Let’s plot the total WSS for up to 15 clusters

wss=[]
K= range(1,15)
for k in K:
    km=KMeans(n_clusters=k,random_state=42)
    km=km.fit(mall_data_1[selected_cols])
    wss.append(km.inertia_)


plt.figure(figsize=[7,5])
plt.plot(range(1,15), wss, color='gray')
plt.title("WSS vs. number of clusters")
plt.xlabel("Number of clusters: K")
plt.ylabel('WSS')
plt.show()


When we look at the graph the peak of the bend, occurs at around the 5th cluster, indicating that this is the ideal number of clusters. The code below instantiate a KMeans model with 5 number of clusters (n_clusters).

kmeans_model=KMeans(n_clusters=5,random_state=42)

Next, fit the model on the data using the selected columns named selected_cols.

kmeans_model.fit(mall_data_1[selected_cols])
KMeans(n_clusters=5, random_state=42)
In a Jupyter environment, please rerun this cell to show the HTML representation or trust the notebook.
On GitHub, the HTML representation is unable to render, please try loading this page with nbviewer.org.

Using the predict method of the k-means model, the code below assign to each customer a cluster with the cluster variable named as Cluster.

mall_data_1['Cluster']=kmeans_model.predict(mall_data_1[selected_cols])

Let visualize the data points and their assigned cluster by using different shape and color for each cluster.

markers = ['x', '*', '+', '|', '_']
colors=['violet','red','green','blue','orange']
centroid=kmeans_model.cluster_centers_

for cluster in range(5):
    temp = mall_data_1[mall_data_1.Cluster == cluster]
    plt.scatter(temp.Income, temp.Spending_Score, marker=markers[cluster],
                color = colors[cluster], label="Cluster "+str(cluster))
    plt.scatter(centroid[cluster][0],centroid[cluster][1],color = 'black')

plt.xlabel('Income')
plt.title("K-Means Clustering")
plt.ylabel('Spend_score')
plt.legend()

plt.show()


Looking at the scatter plot above with clusters represented by different shapes and colors, the k-means algorithm did a great job of identifying the natural grouping within the data .

Understanding and Describing the Clusters

As a marketing analyst, you need to have a clear understanding of each segments so that you can explain to the various stakeholders in the business what each cluster (segment) means from a business perspective since they are usually the decision makers. To understand the clusters, one simple approach is to study the various characteristics of the customers based on the relevant features used for clustering and to understand the characteristics of the clusters, we will analyze the features in the original customer dataset (mall_data) which does not contain scaled features by adding their predicted clusters to see how Income and Spending_Score varies across the clusters.

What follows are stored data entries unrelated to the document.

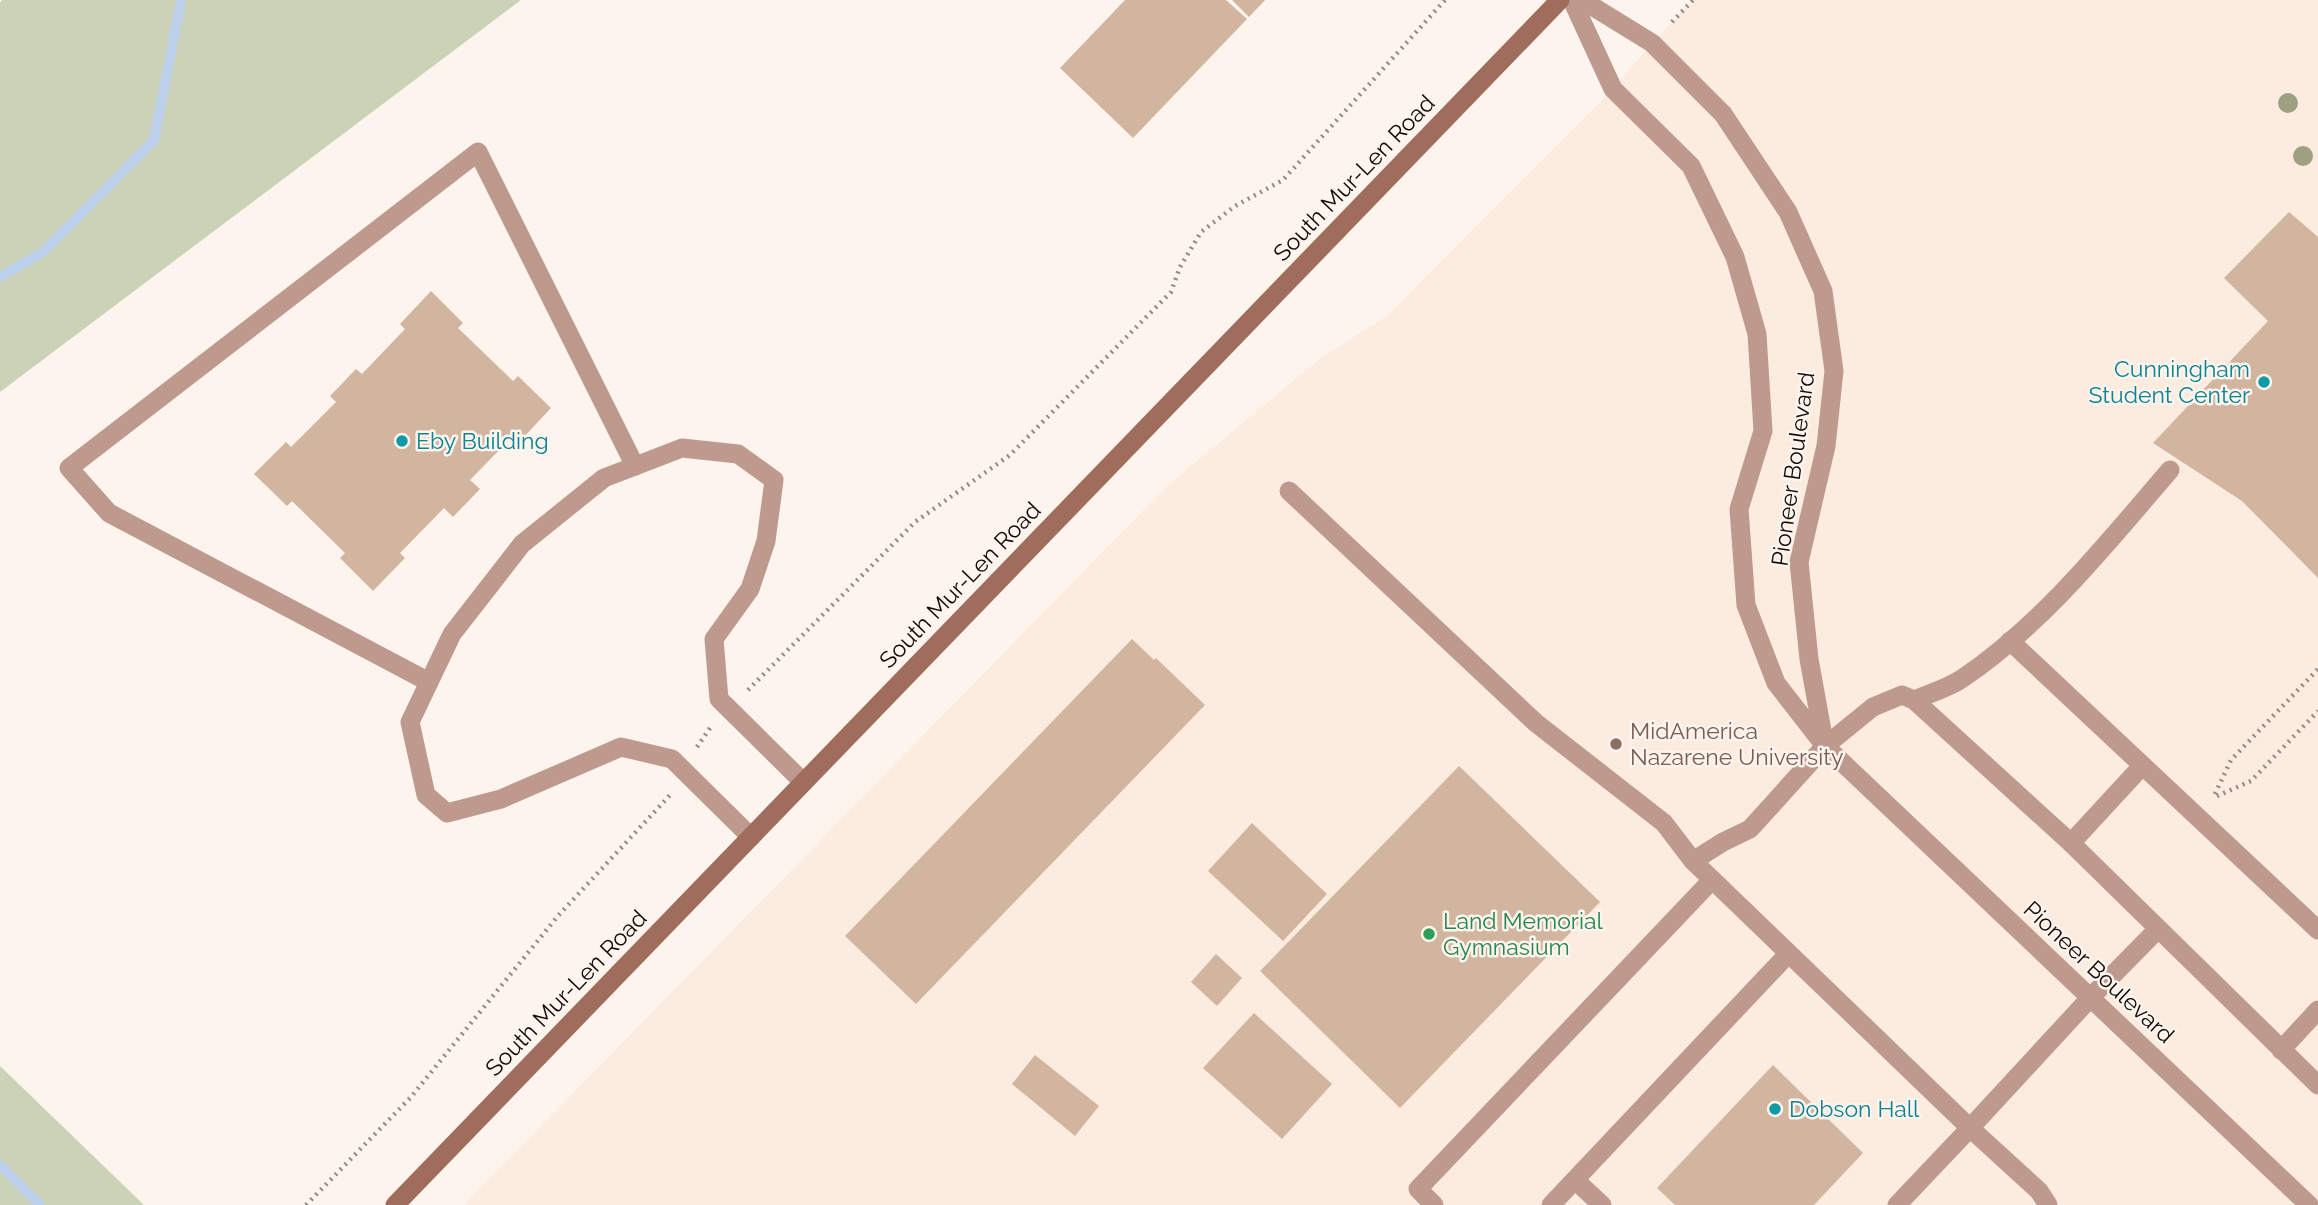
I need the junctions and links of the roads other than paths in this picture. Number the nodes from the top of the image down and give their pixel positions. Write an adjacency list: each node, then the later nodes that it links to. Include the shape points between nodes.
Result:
1 (1560, 0): 12 (main road, South Mur-Len Road)
2 (1572, 0): 10 (street, Pioneer Boulevard, via 1614,89 1691,166 1735,257 1757,334 1763,431 1739,509 1746,605 1776,683)
3 (1582, 0): 10 (street, Pioneer Boulevard, via 1652,43 1723,114 1788,212 1823,291 1834,371 1826,446 1799,562 1809,659)
4 (635, 466): 8 (street, via 604,478 522,544 452,634); 8 (street, via 478,152 69,468 109,513); 12 (street, via 682,448 738,454 774,480 766,541 750,589 715,639 719,699)
5 (2170, 470): 7 (street, via 2084,570)
6 (1289, 491): 15 (street, via 1536,723 1664,823)
7 (2010, 640): 9 (street, via 1961,680); 11 (street)
8 (429, 682): 13 (street, via 410,722 426,795 447,813 501,799 621,747 673,759)
9 (1914, 700): 10 (street, via 1902,695 1872,707); 14 (street)
10 (1825, 746): 15 (street, via 1750,829); 20 (street, Pioneer Boulevard)
11 (2141, 766): 14 (street); 18 (street)
12 (803, 782): 13 (main road, South Mur-Len Road)
13 (751, 837): 26 (main road, South Mur-Len Road)
14 (2071, 843): 17 (street)
15 (1693, 861): 16 (street)
16 (1712, 881): 19 (street); 27 (street, via 1418,1189)
17 (2158, 929): 20 (street); 22 (street)
18 (2318, 930)
19 (1788, 954): 24 (street); 25 (street)
20 (2091, 997): 24 (street); 32 (street, Pioneer Boulevard)
21 (2318, 1010): 22 (street)
22 (2281, 1050): 23 (street)
23 (2318, 1086)
24 (1970, 1128): 30 (street); 31 (street, via 2039,1191)
25 (1575, 1180): 28 (street); 29 (street)
26 (395, 1205)
27 (1434, 1205)
28 (1551, 1205)
29 (1602, 1205)
30 (1897, 1205)
31 (2048, 1205)
32 (2309, 1205)

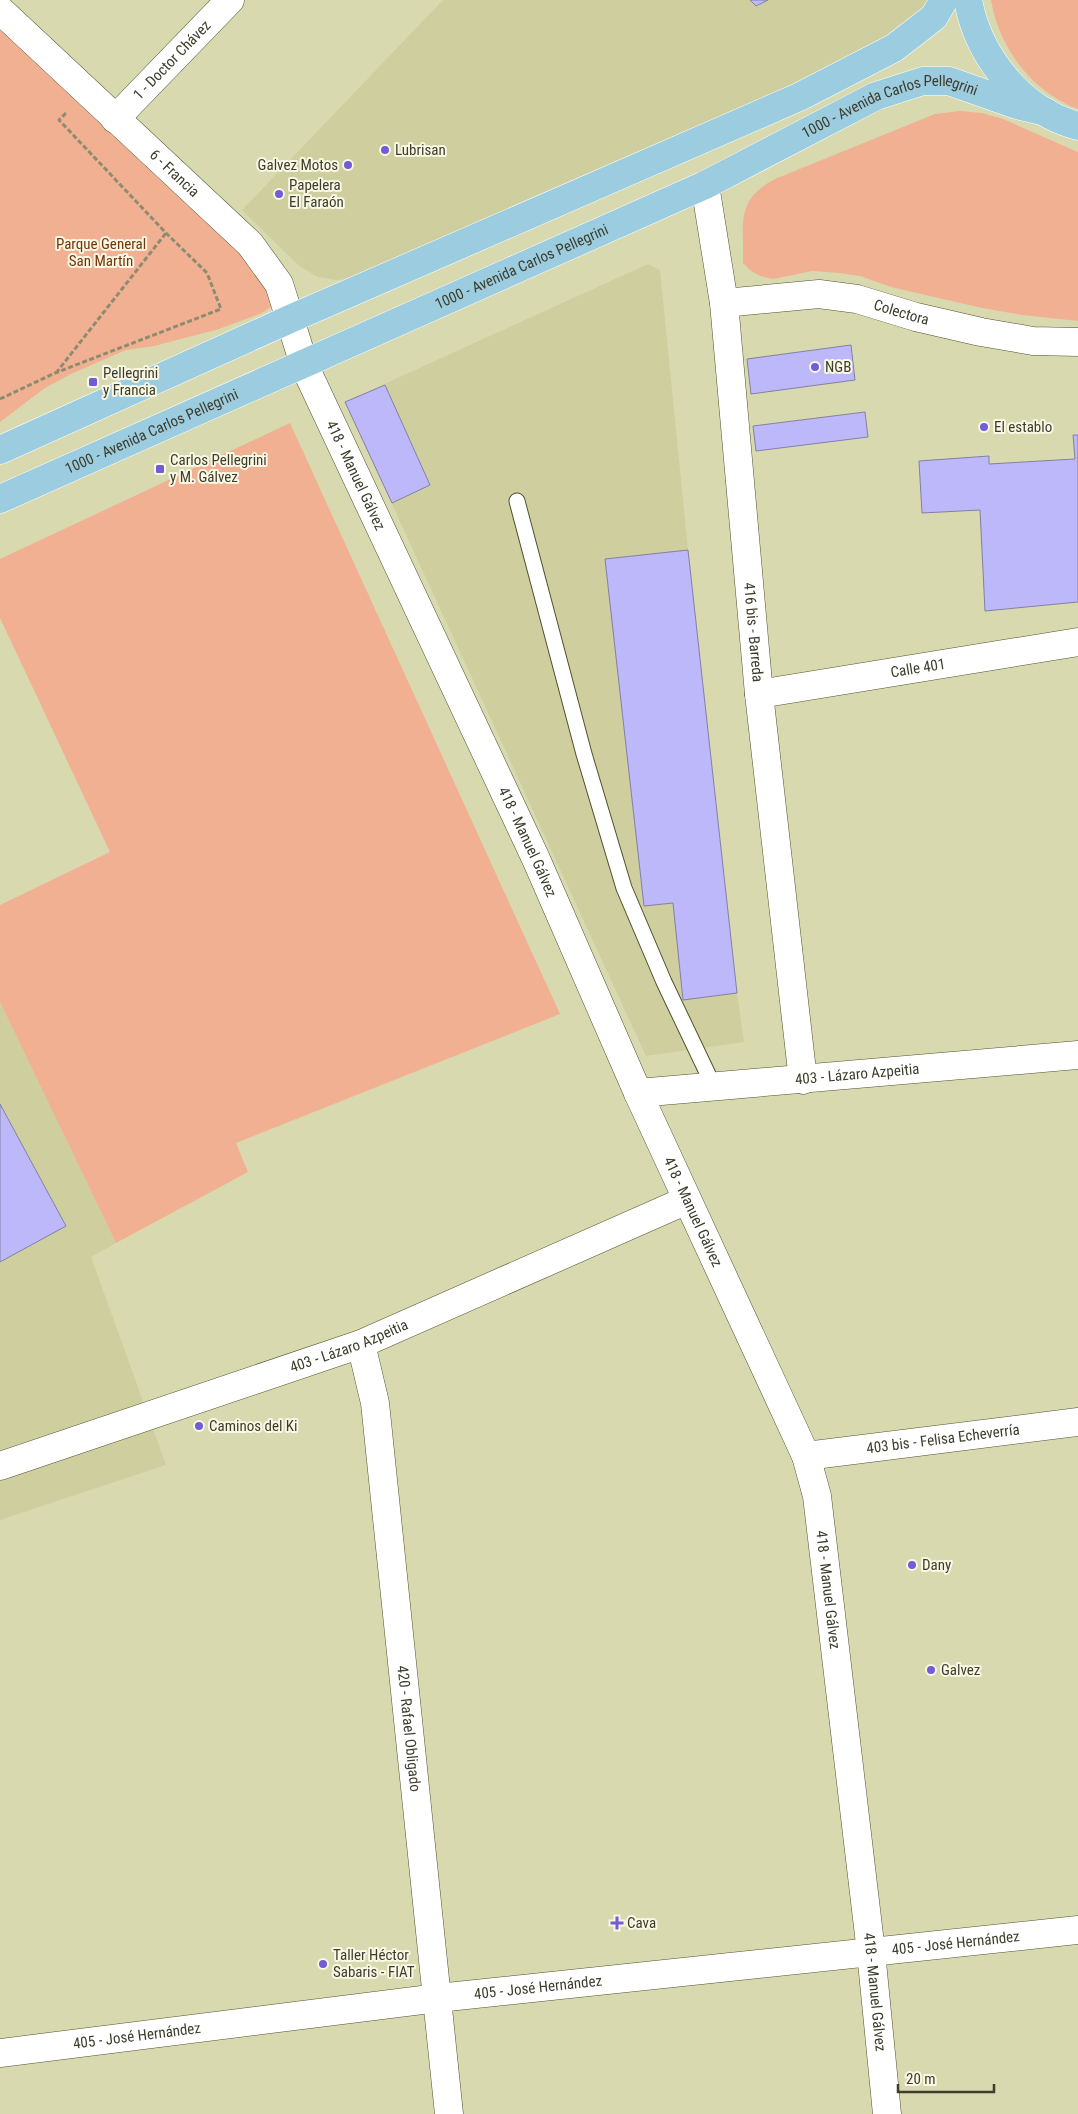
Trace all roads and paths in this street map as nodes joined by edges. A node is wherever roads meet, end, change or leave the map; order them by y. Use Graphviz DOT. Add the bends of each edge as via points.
graph roads {
  1 [pos="230,0"];
  2 [pos="944,0"];
  3 [pos="968,0"];
  4 [pos="0,10"];
  5 [pos="58,108"];
  6 [pos="1046,112"];
  7 [pos="115,120"];
  8 [pos="1078,126"];
  9 [pos="706,185"];
  10 [pos="166,233"];
  11 [pos="724,303"];
  12 [pos="290,319"];
  13 [pos="1078,342"];
  14 [pos="304,365"];
  15 [pos="56,373"];
  16 [pos="0,399"];
  17 [pos="0,450"];
  18 [pos="0,499"];
  19 [pos="518,501"];
  20 [pos="1078,642"];
  21 [pos="759,694"];
  22 [pos="1078,1055"];
  23 [pos="802,1080"];
  24 [pos="714,1087"];
  25 [pos="638,1093"];
  26 [pos="687,1200"];
  27 [pos="360,1344"];
  28 [pos="1078,1422"];
  29 [pos="806,1456"];
  30 [pos="0,1466"];
  31 [pos="1078,1930"];
  32 [pos="871,1952"];
  33 [pos="438,1998"];
  34 [pos="0,2054"];
  35 [pos="449,2114"];
  36 [pos="887,2114"];
  1 -- 7 [label="street, 1 - Doctor Chávez"];
  2 -- 12 [label="main road" via="934,17 894,48 799,97"];
  3 -- 6 [label="main road" via="979,38 991,59 1006,80"];
  4 -- 7 [label="street, 6 - Francia"];
  5 -- 10 [label="path" via="65,114 59,120"];
  6 -- 8 [label="main road"];
  6 -- 9 [label="main road, 1000 - Avenida Carlos Pellegrini" via="949,81 923,82 876,96"];
  7 -- 12 [label="street, 6 - Francia" via="250,244 279,284"];
  9 -- 11 [label="street, 416 bis - Barreda"];
  9 -- 14 [label="main road, 1000 - Avenida Carlos Pellegrini"];
  10 -- 15 [label="path"];
  10 -- 15 [label="path" via="206,273 220,309"];
  11 -- 13 [label="street, Colectora" via="819,294 857,299 981,332 1033,341"];
  11 -- 21 [label="street, 416 bis - Barreda"];
  12 -- 14 [label="street, 6 - Francia"];
  12 -- 17 [label="main road"];
  14 -- 18 [label="main road, 1000 - Avenida Carlos Pellegrini"];
  14 -- 25 [label="street, 418 - Manuel Gálvez" via="536,859"];
  15 -- 16 [label="path"];
  19 -- 24 [label="lane" via="584,754 624,888"];
  20 -- 21 [label="street, Calle 401"];
  21 -- 23 [label="street, 416 bis - Barreda"];
  22 -- 23 [label="street, 403 - Lázaro Azpeitia"];
  23 -- 24 [label="street, 403 - Lázaro Azpeitia"];
  24 -- 25 [label="street, 403 - Lázaro Azpeitia"];
  25 -- 26 [label="street, 418 - Manuel Gálvez"];
  26 -- 27 [label="street, 403 - Lázaro Azpeitia"];
  26 -- 29 [label="street, 418 - Manuel Gálvez"];
  27 -- 30 [label="street, 403 - Lázaro Azpeitia"];
  27 -- 33 [label="street, 420 - Rafael Obligado" via="375,1403"];
  28 -- 29 [label="street, 403 bis - Felisa Echeverría"];
  29 -- 32 [label="street, 418 - Manuel Gálvez" via="817,1496"];
  31 -- 32 [label="street, 405 - José Hernández"];
  32 -- 33 [label="street, 405 - José Hernández"];
  32 -- 36 [label="street, 418 - Manuel Gálvez"];
  33 -- 34 [label="street, 405 - José Hernández"];
  33 -- 35 [label="street, 420 - Rafael Obligado"];
}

the code below add customers predicted clusters to the original mall dataset:

mall_data["Cluster"]=mall_data_1.Cluster

To see how Income and Spending_Score varies across the segments, let group the dataset by Cluster and plot the mean value of each cluster using the code below

mall_data.groupby('Cluster')[['Income','Spending_Score']].mean().plot.bar()
plt.show()


Let also sample 10 customers with their predicted clusters

mall_data.sample(10)
CustomerID Gender Age Income Spending_Score Cluster
24 25 Female 54 28 14 2
111 112 Female 19 63 54 0
124 125 Female 23 70 29 1
16 17 Female 35 21 35 2
138 139 Male 19 74 10 1
92 93 Male 48 60 49 0
130 131 Male 47 71 9 1
174 175 Female 52 88 13 1
11 12 Female 35 19 99 3
183 184 Female 29 98 88 4

From the above graph and table we can describe the clusters as:

  • Cluster 0: Moderate spenders with moderate-income
  • Cluster 1: Low spenders with high-income
  • Cluster 2: Low spenders with low-income
  • Cluster 3: High spenders with low-income
  • Cluster 4: High spenders with high-income

With these clusters, the business can decide to focus on customers in cluster 0,3,4 since these clusters have high spending scores which provide high revenues to the business.